◆ TASK TO CARRY OUT: Taking the records line by line, how many lines contain the word "شهید"? Answer with the number only.

===============

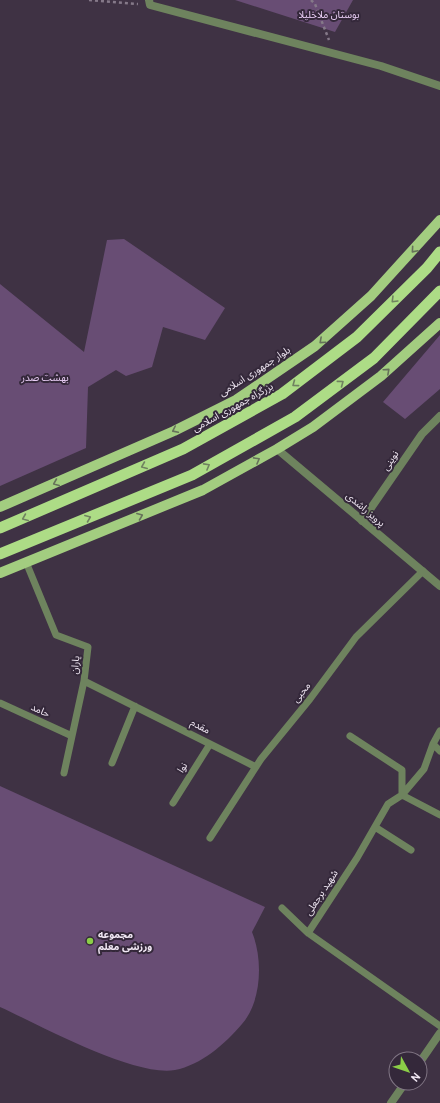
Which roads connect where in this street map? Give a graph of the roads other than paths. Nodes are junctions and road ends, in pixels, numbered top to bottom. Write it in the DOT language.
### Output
graph roads {
  1 [pos="149,2"];
  2 [pos="440,86"];
  3 [pos="440,220"];
  4 [pos="440,252"];
  5 [pos="440,291"];
  6 [pos="440,323"];
  7 [pos="440,416"];
  8 [pos="277,449"];
  9 [pos="0,507"];
  10 [pos="362,521"];
  11 [pos="0,528"];
  12 [pos="0,554"];
  13 [pos="26,562"];
  14 [pos="423,571"];
  15 [pos="0,573"];
  16 [pos="440,585"];
  17 [pos="84,681"];
  18 [pos="0,703"];
  19 [pos="135,706"];
  20 [pos="440,731"];
  21 [pos="72,736"];
  22 [pos="350,736"];
  23 [pos="210,744"];
  24 [pos="433,744"];
  25 [pos="440,751"];
  26 [pos="112,763"];
  27 [pos="256,767"];
  28 [pos="64,772"];
  29 [pos="402,795"];
  30 [pos="173,803"];
  31 [pos="440,815"];
  32 [pos="375,827"];
  33 [pos="210,838"];
  34 [pos="411,850"];
  35 [pos="282,908"];
  36 [pos="308,932"];
  37 [pos="440,1026"];
  38 [pos="440,1033"];
  39 [pos="428,1051"];
  40 [pos="399,1091"];
  41 [pos="391,1103"];
  1 -- 2 [label="street"];
  3 -- 9 [label="main road, بلوار جمهوری اسلامی, one-way"];
  4 -- 11 [label="highway, بزرگراه جمهوری اسلامی, one-way"];
  12 -- 5 [label="highway, one-way"];
  8 -- 6 [label="main road, one-way"];
  7 -- 10 [label="street, نوینی"];
  8 -- 10 [label="street, پرویز راشدی"];
  13 -- 8 [label="main road, one-way"];
  10 -- 14 [label="street, پرویز راشدی"];
  13 -- 15 [label="main road"];
  13 -- 17 [label="lane, یاران"];
  14 -- 16 [label="street, پرویز راشدی"];
  14 -- 27 [label="lane, محبی"];
  17 -- 19 [label="lane, مقدم"];
  17 -- 21 [label="lane, یاران"];
  18 -- 21 [label="lane, حامد"];
  19 -- 23 [label="lane, مقدم"];
  19 -- 26 [label="lane"];
  20 -- 24 [label="lane, شهید برجعلی"];
  21 -- 28 [label="lane, یاران"];
  22 -- 29 [label="lane"];
  23 -- 27 [label="lane, مقدم"];
  23 -- 30 [label="lane, نوا"];
  24 -- 25 [label="lane"];
  24 -- 29 [label="lane, شهید برجعلی"];
  27 -- 33 [label="lane, محبی"];
  29 -- 31 [label="lane"];
  29 -- 32 [label="lane, شهید برجعلی"];
  32 -- 34 [label="lane"];
  32 -- 36 [label="lane, شهید برجعلی"];
  35 -- 36 [label="lane"];
  36 -- 37 [label="lane"];
  38 -- 39 [label="street"];
  40 -- 41 [label="street"];
}
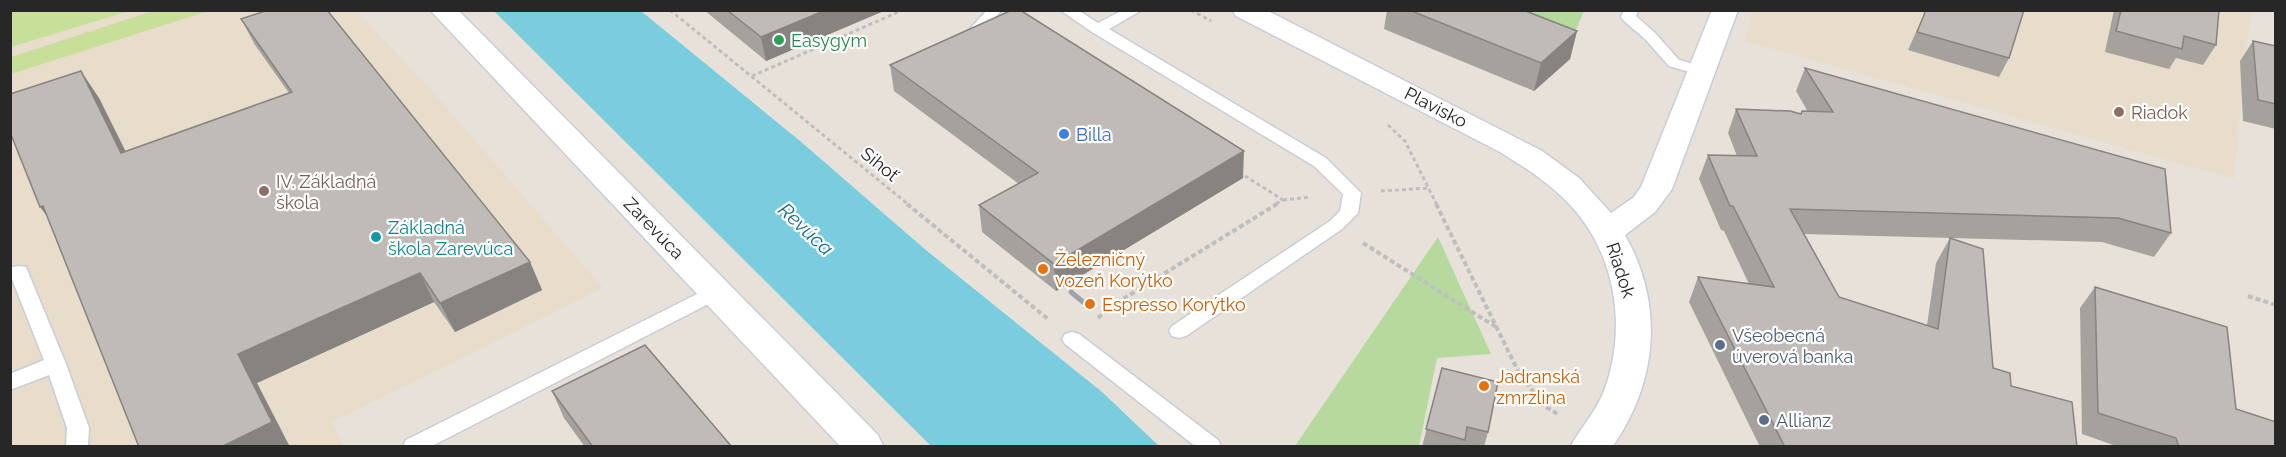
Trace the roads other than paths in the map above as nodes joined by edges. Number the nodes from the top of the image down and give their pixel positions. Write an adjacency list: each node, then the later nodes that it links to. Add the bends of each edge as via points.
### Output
1 (443, 10): 13 (street, Zarevúca)
2 (995, 10): 9 (lane)
3 (1067, 10): 8 (lane)
4 (1135, 10): 8 (lane)
5 (1245, 10): 11 (street, Plavisko, via 1518,152 1549,171 1583,200)
6 (1631, 10): 10 (lane, via 1628,17 1674,63)
7 (1725, 10): 10 (street, Riadok)
8 (1097, 29): 14 (lane, via 1320,162 1352,193 1348,213 1336,225)
9 (954, 55)
10 (1703, 71): 11 (street, Riadok, via 1656,189 1644,205)
11 (1608, 231): 22 (street, Riadok, via 1628,281 1635,320 1634,346 1618,403)
12 (19, 272): 16 (lane)
13 (717, 291): 19 (lane); 20 (street, Zarevúca)
14 (1179, 331)
15 (1072, 339): 21 (lane)
16 (56, 364): 17 (lane); 18 (lane, via 78,428)
17 (10, 382)
18 (77, 447)
19 (414, 447)
20 (864, 447)
21 (1210, 447)
22 (1591, 447)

===============

◆ YOUR RESPONSE: 4